The U.S. ambassador to the United Nations said on Sunday that China choosing an Uyghur athlete to light the Olympic flame was an attempt to distract viewers from the country’s genocide of the predominantly Muslim ethnic group.
Speaking to host Jake Tapper on CNN’s “State of the Union,” Ambassador Linda Thomas-Greenfield said that Uyghur skier Dinigeer Yilamujiang being the final torchbearer at the Beijing Olympics opening ceremony Friday night was “an effort by the Chinese to distract us from the real issue here at hand: that Uyghurs are being tortured, and Uyghurs are the victims of human rights violations by the Chinese.”
Yilamujiang, a 20-year-old cross-country skier, held the torch with Zhao Jiwen, a skier from China’s dominant Han majority. Uyghurs are culturally, linguistically and religiously distinct from Han Chinese, and are native to the Xinjiang Uyghur Autonomous Region in northwest China.
Yilamujiang’s selection as a torchbearer came as a huge surprise to viewers. International Olympic Committee spokesperson Mark Adams told The Associated Press that it did not take a torchbearer’s ethnicity into consideration when giving its approval, but added: “I think it was a lovely concept.”

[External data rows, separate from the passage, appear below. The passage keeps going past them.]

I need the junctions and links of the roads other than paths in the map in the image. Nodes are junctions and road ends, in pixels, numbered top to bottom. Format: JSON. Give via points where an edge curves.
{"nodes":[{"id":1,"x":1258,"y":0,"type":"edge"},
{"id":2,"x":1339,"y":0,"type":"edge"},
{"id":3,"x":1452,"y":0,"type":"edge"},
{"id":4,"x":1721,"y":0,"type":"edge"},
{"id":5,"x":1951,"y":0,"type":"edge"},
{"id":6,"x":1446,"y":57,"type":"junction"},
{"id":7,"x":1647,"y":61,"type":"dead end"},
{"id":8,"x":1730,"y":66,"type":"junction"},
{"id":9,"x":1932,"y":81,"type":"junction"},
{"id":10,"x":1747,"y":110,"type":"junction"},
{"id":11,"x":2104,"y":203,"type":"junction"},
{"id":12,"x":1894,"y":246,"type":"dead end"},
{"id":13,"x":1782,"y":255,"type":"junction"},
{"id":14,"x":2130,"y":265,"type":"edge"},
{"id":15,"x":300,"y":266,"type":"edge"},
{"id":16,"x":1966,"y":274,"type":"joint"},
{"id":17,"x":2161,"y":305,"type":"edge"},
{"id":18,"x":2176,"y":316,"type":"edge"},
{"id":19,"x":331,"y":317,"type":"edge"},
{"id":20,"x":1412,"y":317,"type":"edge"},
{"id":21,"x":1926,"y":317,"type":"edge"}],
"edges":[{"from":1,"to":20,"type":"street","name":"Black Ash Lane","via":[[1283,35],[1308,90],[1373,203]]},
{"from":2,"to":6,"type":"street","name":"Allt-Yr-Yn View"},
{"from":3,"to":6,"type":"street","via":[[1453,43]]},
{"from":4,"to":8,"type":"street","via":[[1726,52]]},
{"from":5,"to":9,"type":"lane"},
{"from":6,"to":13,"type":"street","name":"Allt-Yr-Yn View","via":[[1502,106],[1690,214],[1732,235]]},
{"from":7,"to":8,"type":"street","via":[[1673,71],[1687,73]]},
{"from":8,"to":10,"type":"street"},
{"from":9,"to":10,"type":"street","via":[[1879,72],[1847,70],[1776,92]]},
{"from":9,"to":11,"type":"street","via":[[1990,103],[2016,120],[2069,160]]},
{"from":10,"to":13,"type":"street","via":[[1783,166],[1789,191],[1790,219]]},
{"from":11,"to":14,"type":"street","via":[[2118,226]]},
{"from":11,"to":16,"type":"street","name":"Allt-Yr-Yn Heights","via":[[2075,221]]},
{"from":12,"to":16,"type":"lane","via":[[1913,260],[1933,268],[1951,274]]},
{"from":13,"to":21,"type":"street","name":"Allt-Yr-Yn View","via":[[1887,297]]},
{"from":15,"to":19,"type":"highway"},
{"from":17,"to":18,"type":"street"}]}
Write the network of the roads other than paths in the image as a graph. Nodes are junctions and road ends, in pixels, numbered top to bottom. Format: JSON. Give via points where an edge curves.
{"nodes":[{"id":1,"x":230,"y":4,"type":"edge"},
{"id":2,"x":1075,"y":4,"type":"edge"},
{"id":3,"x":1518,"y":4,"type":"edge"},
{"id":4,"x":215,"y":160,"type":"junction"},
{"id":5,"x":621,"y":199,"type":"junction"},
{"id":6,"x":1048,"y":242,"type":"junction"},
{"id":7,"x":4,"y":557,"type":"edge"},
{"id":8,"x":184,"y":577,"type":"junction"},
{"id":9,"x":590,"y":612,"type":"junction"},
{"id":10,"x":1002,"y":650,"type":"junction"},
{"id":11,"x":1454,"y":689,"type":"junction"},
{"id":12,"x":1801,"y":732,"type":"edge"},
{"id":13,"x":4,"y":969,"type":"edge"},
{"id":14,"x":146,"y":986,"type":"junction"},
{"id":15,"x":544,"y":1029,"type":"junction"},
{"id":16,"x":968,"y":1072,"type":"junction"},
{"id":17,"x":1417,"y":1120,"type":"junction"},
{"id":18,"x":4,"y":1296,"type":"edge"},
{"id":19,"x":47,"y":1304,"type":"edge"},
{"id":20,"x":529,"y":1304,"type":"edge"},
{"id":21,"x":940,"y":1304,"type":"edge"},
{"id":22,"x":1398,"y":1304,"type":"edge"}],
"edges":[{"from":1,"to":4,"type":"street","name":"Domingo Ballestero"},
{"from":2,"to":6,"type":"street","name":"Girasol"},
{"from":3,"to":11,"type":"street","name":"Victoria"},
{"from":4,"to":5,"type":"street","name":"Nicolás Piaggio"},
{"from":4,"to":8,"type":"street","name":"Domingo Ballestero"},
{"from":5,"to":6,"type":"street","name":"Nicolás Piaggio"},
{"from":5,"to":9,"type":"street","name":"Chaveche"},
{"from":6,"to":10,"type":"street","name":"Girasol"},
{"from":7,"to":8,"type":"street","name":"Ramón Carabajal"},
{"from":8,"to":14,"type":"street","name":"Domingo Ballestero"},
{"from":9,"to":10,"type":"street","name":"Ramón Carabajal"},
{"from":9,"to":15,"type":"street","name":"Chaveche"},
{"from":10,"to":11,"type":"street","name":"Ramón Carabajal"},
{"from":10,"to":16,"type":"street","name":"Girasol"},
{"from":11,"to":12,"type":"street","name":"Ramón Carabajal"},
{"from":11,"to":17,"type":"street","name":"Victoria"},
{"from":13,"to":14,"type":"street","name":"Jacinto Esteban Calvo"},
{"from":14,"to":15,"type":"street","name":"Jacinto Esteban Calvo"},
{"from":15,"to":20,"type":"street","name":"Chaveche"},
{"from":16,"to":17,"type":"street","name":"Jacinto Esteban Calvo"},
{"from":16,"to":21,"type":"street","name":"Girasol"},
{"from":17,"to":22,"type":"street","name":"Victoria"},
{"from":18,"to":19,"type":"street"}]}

China’s hosting of the Winter Games has made many exiled Uyghurs feel that their voices aren’t being heard when they speak out about atrocities the country’s government has committed against the Turkic minority group. Human rights groups have called the Beijing Olympics the “Genocide Games,” while the U.S. and other Western democracies have cited human rights abuses in staging a diplomatic boycott of the event.
The Chinese government has targeted the Xinjiang region’s Uyghurs with a network of detention camps as part of a years-long campaign of forced assimilation – one that critics and formerly detained Uyghurs recalled involved harsh living conditions, family separation, mass surveillance and coercive birth control policies.
A 2020 BuzzFeed News investigation based on thousands of satellite images revealed a rapidly growing internment infrastructure to incarcerate hundreds of thousands of Uyghurs long term, and force them to work in factories against their will. In 2021, the publication found 206 million square feet of space to detain the Muslim minority – enough to hold a million people at the same time, which is likely an undercount given the probable overcrowding in the facilities.
“This is not business as usual. We know that a genocide has been committed there. We have called them out on it. The president has called them out on it. And we have made clear that crimes against humanity are being committed in China,” Thomas-Greenfield said Sunday.
“So, it is important that the audience who participated and witnessed this understand that this does not take away from what we know is happening on the ground there. You have reported it regularly on your network, and others have reported this,” she continued. “We have to ensure that we continue to raise these concerns that are occurring in China at the moment.”
China has dismissed the accusations of abuses, and claims its actions against Uyghurs are simply education and training programs meant to root out extremism.
“That was very, very much a deliberate choice,” Darren Byler, a Canadian international studies processor who has written extensively about the camps, told AP of Yilamujiang lighting the Olympic flame. “I think it should be read as China saying we are not backing away from our stance on what we’re doing in Xinjiang and we don’t really care what the world thinks about it.”
Yilamujiang was set to make her Olympic sporting debut less than 24 hours after her torchbearing duties. But by the first checkpoint of Saturday’s cross-country skiing race, Yilamujiang had fallen behind more than half of her competitors, eventually finishing 43rd out of 65.
Despite International Olympic Committee rules requiring all athletes to pass through a “mixed zone” where they can answer journalists’ questions, Yilamujiang and three other Chinese athletes competing in the event quietly slipped away. The move marked a whirlwind weekend that first catapulted the athlete into the global spotlight before her Olympic debut was barely mentioned in the Chinese media.
“We support our athletes. And we think our athletes are there to perform in the areas that they have been preparing for, for four years. And we would hope that the Chinese would not take any actions,” Thomas-Greenfield said of Americans who speak out against China. “But I will be clear that our goal is to make sure our athletes are safe. And we’re doing everything possible to ensure that.”